» **Dataset excerpts**:
== Segment start ==

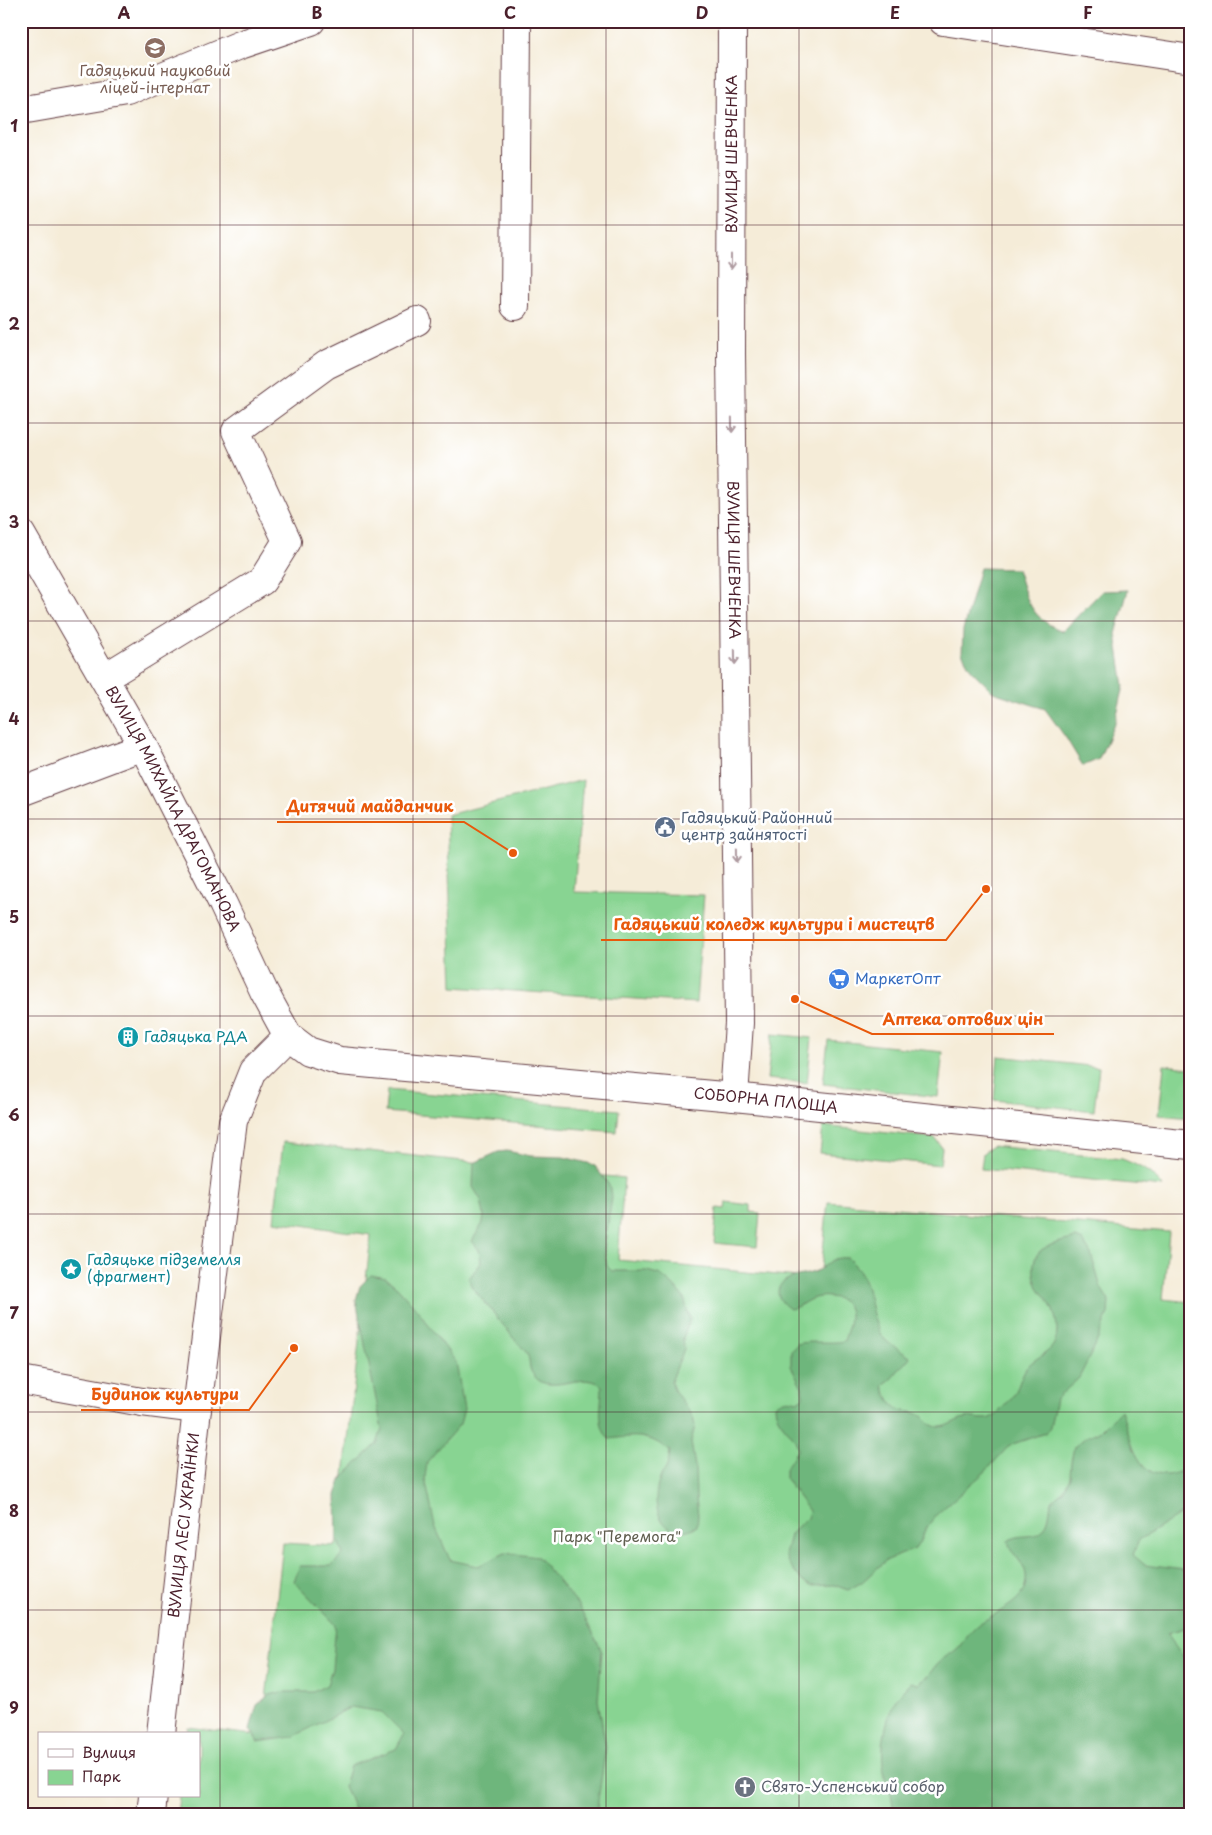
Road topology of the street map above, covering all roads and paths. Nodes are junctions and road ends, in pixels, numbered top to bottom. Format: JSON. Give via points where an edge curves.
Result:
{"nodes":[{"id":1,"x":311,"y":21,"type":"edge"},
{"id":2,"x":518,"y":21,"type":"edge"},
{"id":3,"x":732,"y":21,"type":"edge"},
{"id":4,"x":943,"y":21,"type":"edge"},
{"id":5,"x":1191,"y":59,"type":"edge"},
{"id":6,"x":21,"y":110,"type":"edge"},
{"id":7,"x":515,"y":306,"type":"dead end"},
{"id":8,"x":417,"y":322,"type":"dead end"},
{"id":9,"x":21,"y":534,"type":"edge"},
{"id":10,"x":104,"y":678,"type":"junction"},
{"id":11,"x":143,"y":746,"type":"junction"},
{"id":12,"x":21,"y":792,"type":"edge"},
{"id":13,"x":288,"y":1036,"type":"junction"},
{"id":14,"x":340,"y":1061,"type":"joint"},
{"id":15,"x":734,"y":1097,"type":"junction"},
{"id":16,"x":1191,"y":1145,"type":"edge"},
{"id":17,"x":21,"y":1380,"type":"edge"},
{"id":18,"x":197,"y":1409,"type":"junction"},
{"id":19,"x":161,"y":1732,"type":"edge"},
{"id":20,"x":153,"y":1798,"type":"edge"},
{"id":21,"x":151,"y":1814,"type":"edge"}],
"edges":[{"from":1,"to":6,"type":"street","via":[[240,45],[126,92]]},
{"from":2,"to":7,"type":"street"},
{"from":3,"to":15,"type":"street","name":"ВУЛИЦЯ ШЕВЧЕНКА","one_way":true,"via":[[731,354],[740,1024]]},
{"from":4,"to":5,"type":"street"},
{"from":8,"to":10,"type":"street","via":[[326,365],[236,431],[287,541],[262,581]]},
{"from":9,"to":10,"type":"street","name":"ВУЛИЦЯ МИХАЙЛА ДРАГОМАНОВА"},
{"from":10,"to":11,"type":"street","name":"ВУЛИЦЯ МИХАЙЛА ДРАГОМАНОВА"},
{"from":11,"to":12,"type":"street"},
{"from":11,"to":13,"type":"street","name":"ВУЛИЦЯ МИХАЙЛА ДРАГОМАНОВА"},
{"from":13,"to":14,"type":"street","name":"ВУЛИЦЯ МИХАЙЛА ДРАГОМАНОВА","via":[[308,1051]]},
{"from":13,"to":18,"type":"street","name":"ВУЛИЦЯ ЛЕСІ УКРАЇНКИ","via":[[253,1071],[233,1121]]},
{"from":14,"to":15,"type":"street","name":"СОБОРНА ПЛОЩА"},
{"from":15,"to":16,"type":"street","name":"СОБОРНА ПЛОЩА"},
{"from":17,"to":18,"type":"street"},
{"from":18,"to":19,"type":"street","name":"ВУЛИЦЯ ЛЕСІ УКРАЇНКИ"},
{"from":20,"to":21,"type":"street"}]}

== Segment end ==

» **Activity**: Extract all lines from the data in which "УКРАЇНКИ" is found.

» **Your solution**:
{"from":13,"to":18,"type":"street","name":"ВУЛИЦЯ ЛЕСІ УКРАЇНКИ","via":[[253,1071],[233,1121]]},
{"from":18,"to":19,"type":"street","name":"ВУЛИЦЯ ЛЕСІ УКРАЇНКИ"},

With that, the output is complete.